▶

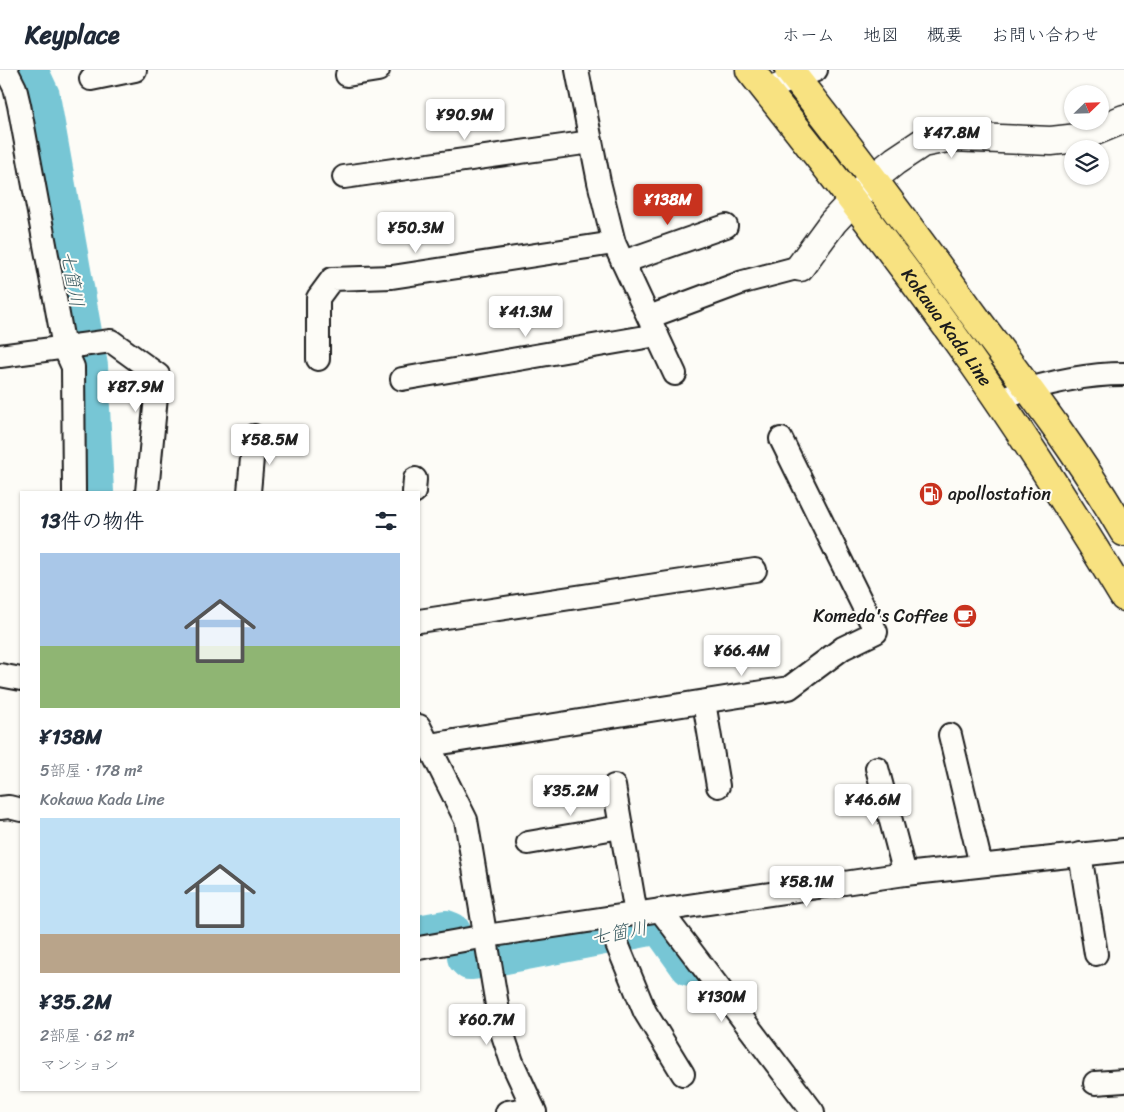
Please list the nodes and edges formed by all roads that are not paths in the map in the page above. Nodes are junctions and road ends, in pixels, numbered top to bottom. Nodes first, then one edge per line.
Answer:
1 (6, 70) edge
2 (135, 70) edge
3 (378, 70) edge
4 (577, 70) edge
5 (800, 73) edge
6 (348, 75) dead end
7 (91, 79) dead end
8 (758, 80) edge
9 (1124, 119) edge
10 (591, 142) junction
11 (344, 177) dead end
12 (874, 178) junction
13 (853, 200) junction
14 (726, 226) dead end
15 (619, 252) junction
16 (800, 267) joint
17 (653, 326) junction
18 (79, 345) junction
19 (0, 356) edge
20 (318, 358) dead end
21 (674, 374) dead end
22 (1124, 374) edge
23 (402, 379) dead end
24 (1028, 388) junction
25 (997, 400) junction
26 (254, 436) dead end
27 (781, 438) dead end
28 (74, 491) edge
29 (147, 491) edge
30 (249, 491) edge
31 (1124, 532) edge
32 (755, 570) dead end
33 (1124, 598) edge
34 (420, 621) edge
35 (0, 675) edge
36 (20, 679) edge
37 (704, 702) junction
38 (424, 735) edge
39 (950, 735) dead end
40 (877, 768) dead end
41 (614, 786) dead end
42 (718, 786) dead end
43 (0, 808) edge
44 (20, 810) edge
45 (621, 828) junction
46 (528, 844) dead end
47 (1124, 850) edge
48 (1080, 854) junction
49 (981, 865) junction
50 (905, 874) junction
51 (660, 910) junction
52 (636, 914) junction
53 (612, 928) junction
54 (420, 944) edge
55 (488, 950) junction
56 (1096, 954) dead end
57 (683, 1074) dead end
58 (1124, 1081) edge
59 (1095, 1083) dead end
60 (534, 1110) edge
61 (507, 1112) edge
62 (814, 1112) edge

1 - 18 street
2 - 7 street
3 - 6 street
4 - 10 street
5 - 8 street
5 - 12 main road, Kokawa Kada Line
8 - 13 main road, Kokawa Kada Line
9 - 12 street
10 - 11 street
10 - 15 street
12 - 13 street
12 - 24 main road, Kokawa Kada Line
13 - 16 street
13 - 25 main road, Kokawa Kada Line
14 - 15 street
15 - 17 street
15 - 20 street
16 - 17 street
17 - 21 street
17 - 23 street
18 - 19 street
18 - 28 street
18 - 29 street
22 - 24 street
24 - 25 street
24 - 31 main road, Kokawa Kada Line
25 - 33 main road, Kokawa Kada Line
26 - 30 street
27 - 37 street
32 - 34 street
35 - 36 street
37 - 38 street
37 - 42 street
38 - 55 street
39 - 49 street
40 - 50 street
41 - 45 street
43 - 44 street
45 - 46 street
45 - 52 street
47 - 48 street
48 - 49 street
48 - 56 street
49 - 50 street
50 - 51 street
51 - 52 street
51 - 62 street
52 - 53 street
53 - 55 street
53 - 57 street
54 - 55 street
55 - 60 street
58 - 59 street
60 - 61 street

◀

> [Your goal]
Every line of the data above should be repeated exactly. Omit the pictures.

> [Solution to this problem]
Please list the nodes and edges formed by all roads that are not paths in the map in the page above. Nodes are junctions and road ends, in pixels, numbered top to bottom. Nodes first, then one edge per line.
Answer:
1 (6, 70) edge
2 (135, 70) edge
3 (378, 70) edge
4 (577, 70) edge
5 (800, 73) edge
6 (348, 75) dead end
7 (91, 79) dead end
8 (758, 80) edge
9 (1124, 119) edge
10 (591, 142) junction
11 (344, 177) dead end
12 (874, 178) junction
13 (853, 200) junction
14 (726, 226) dead end
15 (619, 252) junction
16 (800, 267) joint
17 (653, 326) junction
18 (79, 345) junction
19 (0, 356) edge
20 (318, 358) dead end
21 (674, 374) dead end
22 (1124, 374) edge
23 (402, 379) dead end
24 (1028, 388) junction
25 (997, 400) junction
26 (254, 436) dead end
27 (781, 438) dead end
28 (74, 491) edge
29 (147, 491) edge
30 (249, 491) edge
31 (1124, 532) edge
32 (755, 570) dead end
33 (1124, 598) edge
34 (420, 621) edge
35 (0, 675) edge
36 (20, 679) edge
37 (704, 702) junction
38 (424, 735) edge
39 (950, 735) dead end
40 (877, 768) dead end
41 (614, 786) dead end
42 (718, 786) dead end
43 (0, 808) edge
44 (20, 810) edge
45 (621, 828) junction
46 (528, 844) dead end
47 (1124, 850) edge
48 (1080, 854) junction
49 (981, 865) junction
50 (905, 874) junction
51 (660, 910) junction
52 (636, 914) junction
53 (612, 928) junction
54 (420, 944) edge
55 (488, 950) junction
56 (1096, 954) dead end
57 (683, 1074) dead end
58 (1124, 1081) edge
59 (1095, 1083) dead end
60 (534, 1110) edge
61 (507, 1112) edge
62 (814, 1112) edge

1 - 18 street
2 - 7 street
3 - 6 street
4 - 10 street
5 - 8 street
5 - 12 main road, Kokawa Kada Line
8 - 13 main road, Kokawa Kada Line
9 - 12 street
10 - 11 street
10 - 15 street
12 - 13 street
12 - 24 main road, Kokawa Kada Line
13 - 16 street
13 - 25 main road, Kokawa Kada Line
14 - 15 street
15 - 17 street
15 - 20 street
16 - 17 street
17 - 21 street
17 - 23 street
18 - 19 street
18 - 28 street
18 - 29 street
22 - 24 street
24 - 25 street
24 - 31 main road, Kokawa Kada Line
25 - 33 main road, Kokawa Kada Line
26 - 30 street
27 - 37 street
32 - 34 street
35 - 36 street
37 - 38 street
37 - 42 street
38 - 55 street
39 - 49 street
40 - 50 street
41 - 45 street
43 - 44 street
45 - 46 street
45 - 52 street
47 - 48 street
48 - 49 street
48 - 56 street
49 - 50 street
50 - 51 street
51 - 52 street
51 - 62 street
52 - 53 street
53 - 55 street
53 - 57 street
54 - 55 street
55 - 60 street
58 - 59 street
60 - 61 street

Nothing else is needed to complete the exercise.